“It’s a high-coupon asset that’s had very good returns for the short period of time it’s been around,” Edman said of P2P loans. “I don’t have reason to believe that’s going to change dramatically anytime soon, but there are bad loans out there.”

Satisfying Demand

Derivatives could help satisfy investors’ demand for P2P assets, while also helping others hedge risks on loans they’ve already bought. The instruments could also bring more investors swooping into the market simply to place speculative wagers.

Brandon Dickinson, principal at Canaan Partners, a $4.2 billion asset firm based in New York and Menlo Park, California, is counting on the former.

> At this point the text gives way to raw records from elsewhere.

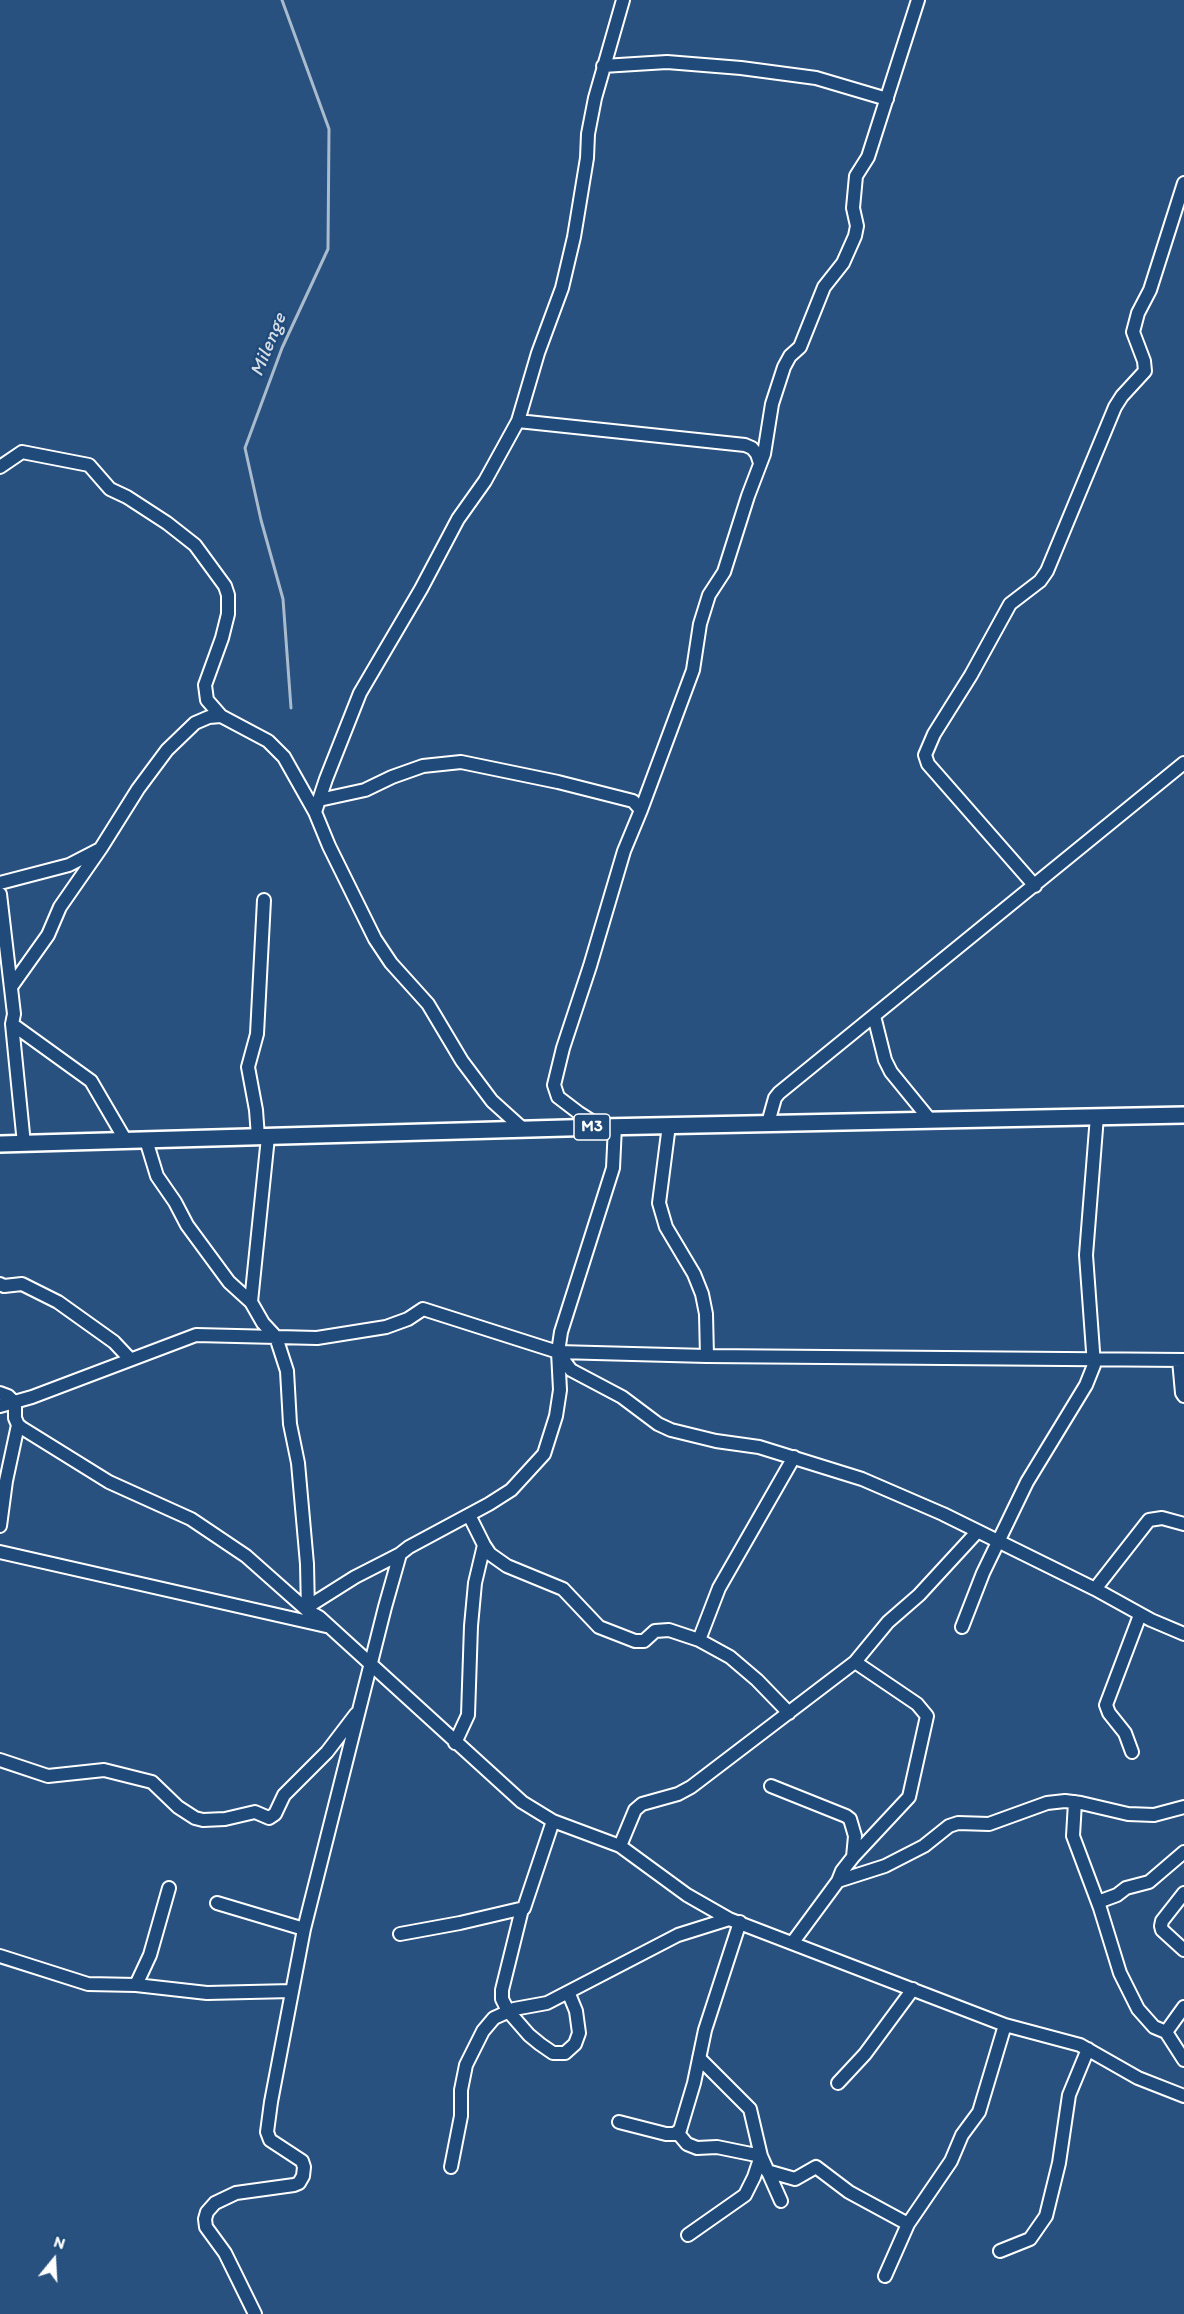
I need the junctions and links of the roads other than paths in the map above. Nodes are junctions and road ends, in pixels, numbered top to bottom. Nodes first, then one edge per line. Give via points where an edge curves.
1 (623, 0) edge
2 (918, 0) edge
3 (603, 66) junction
4 (887, 99) junction
5 (1184, 183) edge
6 (518, 421) junction
7 (760, 463) junction
8 (0, 468) edge
9 (221, 716) junction
10 (1184, 763) edge
11 (317, 806) junction
12 (640, 810) junction
13 (101, 848) junction
14 (0, 883) edge
15 (1035, 886) junction
16 (0, 894) edge
17 (264, 900) dead end
18 (11, 987) junction
19 (0, 1014) edge
20 (874, 1016) junction
21 (13, 1019) junction
22 (1184, 1114) edge
23 (1097, 1116) junction
24 (931, 1121) junction
25 (768, 1123) junction
26 (669, 1125) junction
27 (608, 1127) junction
28 (523, 1129) junction
29 (263, 1137) junction
30 (146, 1140) junction
31 (126, 1141) junction
32 (24, 1143) junction
33 (0, 1144) edge
34 (0, 1284) edge
35 (251, 1302) junction
36 (276, 1337) junction
37 (558, 1352) junction
38 (707, 1356) junction
39 (130, 1359) junction
40 (1092, 1360) junction
41 (1182, 1360) edge
42 (0, 1393) edge
43 (1184, 1396) edge
44 (15, 1403) junction
45 (0, 1406) edge
46 (18, 1425) junction
47 (794, 1457) junction
48 (469, 1515) junction
49 (1184, 1524) edge
50 (0, 1526) edge
51 (976, 1532) junction
52 (1000, 1541) junction
53 (484, 1545) junction
54 (0, 1552) edge
55 (400, 1554) junction
56 (1095, 1589) junction
57 (309, 1609) junction
58 (1140, 1615) junction
59 (327, 1626) junction
60 (962, 1627) dead end
61 (1184, 1634) edge
62 (699, 1640) junction
63 (855, 1662) junction
64 (370, 1665) junction
65 (358, 1712) junction
66 (789, 1713) junction
67 (455, 1743) junction
68 (1132, 1752) dead end
69 (0, 1760) edge
70 (771, 1786) dead end
71 (1075, 1802) junction
72 (1184, 1807) edge
73 (553, 1821) junction
74 (620, 1846) junction
75 (1184, 1852) edge
76 (853, 1857) junction
77 (838, 1881) junction
78 (169, 1888) dead end
79 (1184, 1893) edge
80 (1098, 1902) junction
81 (217, 1903) dead end
82 (522, 1909) junction
83 (735, 1921) junction
84 (304, 1929) junction
85 (400, 1934) dead end
86 (793, 1942) junction
87 (1184, 1950) edge
88 (0, 1956) edge
89 (136, 1984) junction
90 (913, 1989) junction
91 (292, 1991) junction
92 (569, 1994) junction
93 (1184, 2007) edge
94 (508, 2011) junction
95 (1005, 2025) junction
96 (1166, 2032) junction
97 (1088, 2049) junction
98 (699, 2058) junction
99 (1184, 2060) edge
100 (838, 2083) dead end
101 (1184, 2096) edge
102 (619, 2122) dead end
103 (677, 2132) junction
104 (761, 2156) junction
105 (451, 2167) dead end
106 (767, 2171) junction
107 (781, 2201) dead end
108 (908, 2224) junction
109 (688, 2235) dead end
110 (1000, 2251) dead end
111 (885, 2276) dead end
112 (255, 2314) edge

1 - 3 street
2 - 4 street
3 - 4 street via 667,62 741,68 816,78
3 - 6 street via 588,134 571,251
4 - 7 street via 868,157 856,176 855,237 843,263 824,287 800,347 784,367
5 - 15 street via 1133,332 1145,371 1115,407 1047,571 1010,604 925,755 928,764
6 - 7 street via 745,445 752,448
6 - 11 street via 360,693
7 - 12 street via 724,572 709,595 699,624 693,670
8 - 9 street via 22,452 89,465 110,489 195,545 228,595 222,638 205,685 207,700
9 - 11 street via 278,750
9 - 13 street via 195,723 174,742
10 - 15 street
11 - 12 street via 423,766 461,762 627,798
11 - 28 street via 329,846 375,939 428,1004 462,1061 492,1101
12 - 27 street via 554,1084 558,1097
13 - 14 street via 69,865
13 - 18 street
15 - 20 street
16 - 18 street
17 - 29 street via 257,1034 248,1067
18 - 21 street
19 - 21 street
20 - 24 street via 891,1072
20 - 25 street via 779,1093
21 - 31 street via 91,1081
21 - 32 street
22 - 23 main road, M3
23 - 24 main road, M3
23 - 40 street via 1086,1254
24 - 25 main road, M3
25 - 26 main road, M3
26 - 27 main road, M3
26 - 38 street via 659,1203 666,1227 702,1294
27 - 28 main road, M3
27 - 37 street via 613,1168 568,1306
28 - 29 main road, M3
29 - 30 main road, M3
29 - 35 street
30 - 31 main road, M3
30 - 35 street via 157,1176 188,1225 229,1282
31 - 32 main road, M3
32 - 33 main road, M3
34 - 39 street via 22,1284 58,1302 114,1342
35 - 36 street
36 - 37 street via 317,1338 386,1327 423,1309
36 - 39 street via 196,1335
36 - 57 street via 287,1371
37 - 38 street
37 - 47 street via 571,1370 622,1396 671,1430
37 - 48 street via 560,1390 544,1454 511,1490
38 - 40 street
39 - 44 street
40 - 41 street
40 - 52 street via 1094,1365 1086,1385 1027,1482
41 - 43 street
42 - 44 street
44 - 45 street
44 - 46 street
46 - 50 street
46 - 57 street via 109,1482 191,1519 246,1556
47 - 51 street via 862,1479
47 - 62 street via 719,1588
48 - 53 street
48 - 55 street
49 - 56 street via 1162,1518 1149,1520
51 - 52 street
51 - 63 street via 919,1595 888,1622
52 - 56 street
52 - 60 street
53 - 62 street via 507,1566 563,1589 598,1627 635,1641 644,1641 655,1631 669,1630
53 - 67 street via 475,1583 468,1716
54 - 59 street
55 - 57 street via 355,1577
55 - 64 street
56 - 58 street
57 - 59 street
58 - 61 street
58 - 68 street via 1106,1705 1125,1733
59 - 64 street
62 - 66 street via 730,1657
63 - 66 street
63 - 76 street via 917,1704 927,1716 909,1797
64 - 65 street
64 - 67 street
65 - 69 street via 268,1818 255,1812 203,1820 178,1807 152,1782 104,1770 48,1776
65 - 84 street
66 - 74 street via 691,1787 642,1804 635,1810
67 - 73 street via 522,1802
70 - 76 street via 850,1819 855,1836
71 - 72 street via 1128,1814 1154,1815
71 - 77 street via 1047,1803 989,1824 958,1822 924,1846 885,1866
71 - 80 street via 1073,1836
73 - 74 street
73 - 82 street
74 - 83 street via 687,1894
75 - 80 street via 1149,1882
76 - 77 street
77 - 86 street
78 - 89 street via 150,1955
79 - 87 street via 1161,1926
80 - 96 street via 1120,1973 1134,2002 1154,2027
81 - 84 street
82 - 85 street
82 - 94 street via 502,1990
83 - 86 street
83 - 92 street via 678,1935
83 - 98 street
84 - 91 street
86 - 90 street
88 - 89 street via 78,1982
89 - 91 street via 207,1993
90 - 95 street
90 - 100 street via 865,2054
91 - 112 street via 267,2133 270,2140 302,2162 303,2176 294,2185 236,2193 215,2203 205,2219
92 - 94 street via 547,2004
92 - 94 street via 579,2033 575,2044 565,2053 552,2052 540,2044
93 - 96 street
94 - 105 street via 489,2022 469,2056
95 - 97 street
95 - 108 street via 978,2112 962,2135 951,2162
96 - 99 street
97 - 101 street via 1137,2078
97 - 110 street via 1070,2095 1046,2216 1030,2239
98 - 103 street
98 - 104 street via 750,2109
102 - 103 street via 655,2132
103 - 104 street via 687,2144 697,2148 717,2147
104 - 106 street
104 - 109 street via 745,2195
106 - 107 street
106 - 108 street via 795,2179 816,2167 849,2192
108 - 111 street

“If you could create a synthetic product that mimics all the features of a P2P loan and had the same risk and yield tradeoff, there would be a lot of demand to buy that paper,” said Dickinson, whose firm has invested in LendingClub and Orchard Platform and is looking to invest $5 million to $10 million in a firm trying to create derivatives on P2P loans. Other small firms are racing to create P2P derivatives before big banks try to muscle in.

Derivatives Pioneer

Edman, who runs New York-based Synthetic Lending Marketplace, or SLMX, has some high-profile experience. In the early 2000s, he helped invent a kind of credit-default swap that enabled some Wall Street firms to bet against U.S. subprime mortgage bonds.

But Edman sees little resemblance between the boom-era mortgage market and the current peer-to-peer market. He said his derivatives will help investors hedge their bets and also improve the pricing of the underlying loans.

Indeed, Edman said the ability to short the loans could curb some of the enthusiasm for this asset class before any of the debt sours.

“If derivatives in mortgage-backed securities existed in 1998, we wouldn’t have gotten to the point that we did in terms of the bubble in mortgages,” Edman said. “This keeps a market honest.”

Investors are already showing some skepticism. Less than a year after going public, LendingClub is the sixth-most bet against stock on the New York Stock Exchange.